## TASK REQUIREMENTS
Extract the records below word for word and ignore the images.

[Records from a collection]
+ + + + +

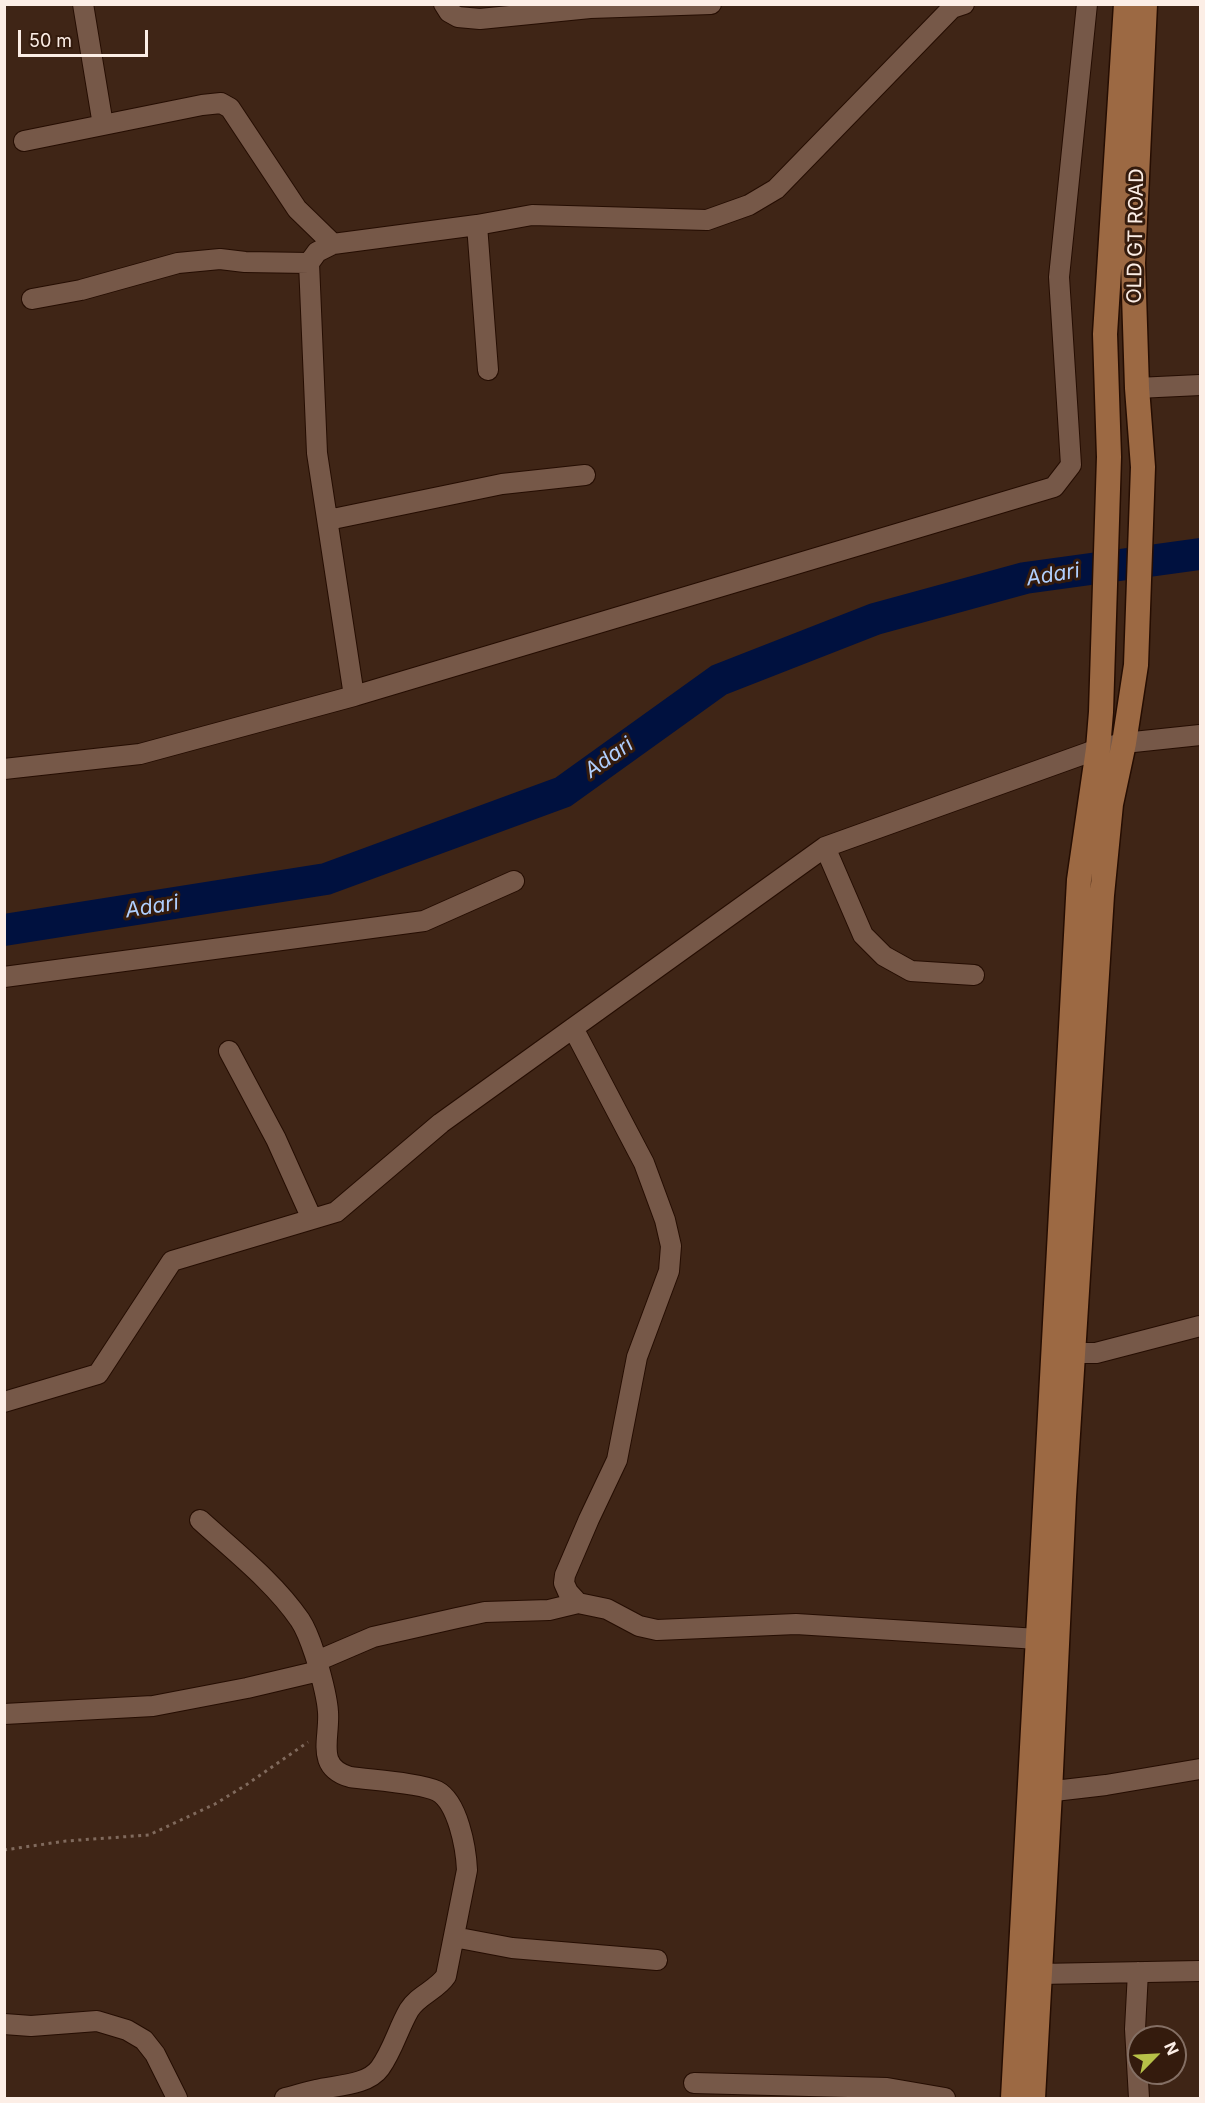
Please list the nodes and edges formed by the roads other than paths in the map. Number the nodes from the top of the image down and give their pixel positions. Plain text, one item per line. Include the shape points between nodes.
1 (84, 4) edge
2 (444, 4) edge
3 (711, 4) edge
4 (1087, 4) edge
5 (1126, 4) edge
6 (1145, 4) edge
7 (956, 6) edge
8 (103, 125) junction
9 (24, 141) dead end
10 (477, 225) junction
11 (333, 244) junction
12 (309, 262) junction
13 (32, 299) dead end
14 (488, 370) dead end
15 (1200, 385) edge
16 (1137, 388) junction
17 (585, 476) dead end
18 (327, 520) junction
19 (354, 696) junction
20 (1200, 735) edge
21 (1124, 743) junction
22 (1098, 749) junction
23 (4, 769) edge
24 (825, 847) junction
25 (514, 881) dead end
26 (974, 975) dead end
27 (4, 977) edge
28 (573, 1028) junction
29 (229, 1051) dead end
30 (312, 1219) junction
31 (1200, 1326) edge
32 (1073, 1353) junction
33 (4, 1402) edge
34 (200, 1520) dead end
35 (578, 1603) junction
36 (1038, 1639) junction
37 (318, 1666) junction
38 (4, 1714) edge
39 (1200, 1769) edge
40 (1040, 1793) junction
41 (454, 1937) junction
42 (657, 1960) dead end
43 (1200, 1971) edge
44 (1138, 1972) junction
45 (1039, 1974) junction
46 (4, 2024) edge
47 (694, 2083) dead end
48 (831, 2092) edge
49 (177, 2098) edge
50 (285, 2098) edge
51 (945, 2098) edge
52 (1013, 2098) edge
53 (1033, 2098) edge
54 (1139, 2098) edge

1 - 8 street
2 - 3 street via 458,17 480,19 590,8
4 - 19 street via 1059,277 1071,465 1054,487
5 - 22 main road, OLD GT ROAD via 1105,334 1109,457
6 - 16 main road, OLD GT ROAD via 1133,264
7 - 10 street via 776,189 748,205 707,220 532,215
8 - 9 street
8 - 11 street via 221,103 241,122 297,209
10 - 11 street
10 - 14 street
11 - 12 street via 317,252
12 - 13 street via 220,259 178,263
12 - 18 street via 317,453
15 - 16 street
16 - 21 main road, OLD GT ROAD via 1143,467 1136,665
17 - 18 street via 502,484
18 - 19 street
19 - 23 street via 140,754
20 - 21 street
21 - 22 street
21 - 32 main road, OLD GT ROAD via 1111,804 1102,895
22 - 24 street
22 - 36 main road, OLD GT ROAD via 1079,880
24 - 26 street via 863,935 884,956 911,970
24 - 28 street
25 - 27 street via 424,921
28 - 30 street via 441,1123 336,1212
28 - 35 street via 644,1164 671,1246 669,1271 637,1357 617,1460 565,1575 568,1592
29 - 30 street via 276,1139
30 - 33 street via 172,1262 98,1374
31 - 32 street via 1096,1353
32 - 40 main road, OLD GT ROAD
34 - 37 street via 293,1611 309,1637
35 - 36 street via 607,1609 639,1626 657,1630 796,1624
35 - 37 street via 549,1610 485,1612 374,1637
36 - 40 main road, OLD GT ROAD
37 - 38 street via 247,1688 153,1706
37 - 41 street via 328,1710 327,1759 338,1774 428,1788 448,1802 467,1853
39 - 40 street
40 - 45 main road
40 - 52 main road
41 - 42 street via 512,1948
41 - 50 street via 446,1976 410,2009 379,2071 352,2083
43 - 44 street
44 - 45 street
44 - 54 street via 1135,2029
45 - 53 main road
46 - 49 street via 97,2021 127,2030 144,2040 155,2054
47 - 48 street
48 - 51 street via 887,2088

+ + + + +

## THE ANSWER
Please list the nodes and edges formed by the roads other than paths in the map. Number the nodes from the top of the image down and give their pixel positions. Plain text, one item per line. Include the shape points between nodes.
1 (84, 4) edge
2 (444, 4) edge
3 (711, 4) edge
4 (1087, 4) edge
5 (1126, 4) edge
6 (1145, 4) edge
7 (956, 6) edge
8 (103, 125) junction
9 (24, 141) dead end
10 (477, 225) junction
11 (333, 244) junction
12 (309, 262) junction
13 (32, 299) dead end
14 (488, 370) dead end
15 (1200, 385) edge
16 (1137, 388) junction
17 (585, 476) dead end
18 (327, 520) junction
19 (354, 696) junction
20 (1200, 735) edge
21 (1124, 743) junction
22 (1098, 749) junction
23 (4, 769) edge
24 (825, 847) junction
25 (514, 881) dead end
26 (974, 975) dead end
27 (4, 977) edge
28 (573, 1028) junction
29 (229, 1051) dead end
30 (312, 1219) junction
31 (1200, 1326) edge
32 (1073, 1353) junction
33 (4, 1402) edge
34 (200, 1520) dead end
35 (578, 1603) junction
36 (1038, 1639) junction
37 (318, 1666) junction
38 (4, 1714) edge
39 (1200, 1769) edge
40 (1040, 1793) junction
41 (454, 1937) junction
42 (657, 1960) dead end
43 (1200, 1971) edge
44 (1138, 1972) junction
45 (1039, 1974) junction
46 (4, 2024) edge
47 (694, 2083) dead end
48 (831, 2092) edge
49 (177, 2098) edge
50 (285, 2098) edge
51 (945, 2098) edge
52 (1013, 2098) edge
53 (1033, 2098) edge
54 (1139, 2098) edge

1 - 8 street
2 - 3 street via 458,17 480,19 590,8
4 - 19 street via 1059,277 1071,465 1054,487
5 - 22 main road, OLD GT ROAD via 1105,334 1109,457
6 - 16 main road, OLD GT ROAD via 1133,264
7 - 10 street via 776,189 748,205 707,220 532,215
8 - 9 street
8 - 11 street via 221,103 241,122 297,209
10 - 11 street
10 - 14 street
11 - 12 street via 317,252
12 - 13 street via 220,259 178,263
12 - 18 street via 317,453
15 - 16 street
16 - 21 main road, OLD GT ROAD via 1143,467 1136,665
17 - 18 street via 502,484
18 - 19 street
19 - 23 street via 140,754
20 - 21 street
21 - 22 street
21 - 32 main road, OLD GT ROAD via 1111,804 1102,895
22 - 24 street
22 - 36 main road, OLD GT ROAD via 1079,880
24 - 26 street via 863,935 884,956 911,970
24 - 28 street
25 - 27 street via 424,921
28 - 30 street via 441,1123 336,1212
28 - 35 street via 644,1164 671,1246 669,1271 637,1357 617,1460 565,1575 568,1592
29 - 30 street via 276,1139
30 - 33 street via 172,1262 98,1374
31 - 32 street via 1096,1353
32 - 40 main road, OLD GT ROAD
34 - 37 street via 293,1611 309,1637
35 - 36 street via 607,1609 639,1626 657,1630 796,1624
35 - 37 street via 549,1610 485,1612 374,1637
36 - 40 main road, OLD GT ROAD
37 - 38 street via 247,1688 153,1706
37 - 41 street via 328,1710 327,1759 338,1774 428,1788 448,1802 467,1853
39 - 40 street
40 - 45 main road
40 - 52 main road
41 - 42 street via 512,1948
41 - 50 street via 446,1976 410,2009 379,2071 352,2083
43 - 44 street
44 - 45 street
44 - 54 street via 1135,2029
45 - 53 main road
46 - 49 street via 97,2021 127,2030 144,2040 155,2054
47 - 48 street
48 - 51 street via 887,2088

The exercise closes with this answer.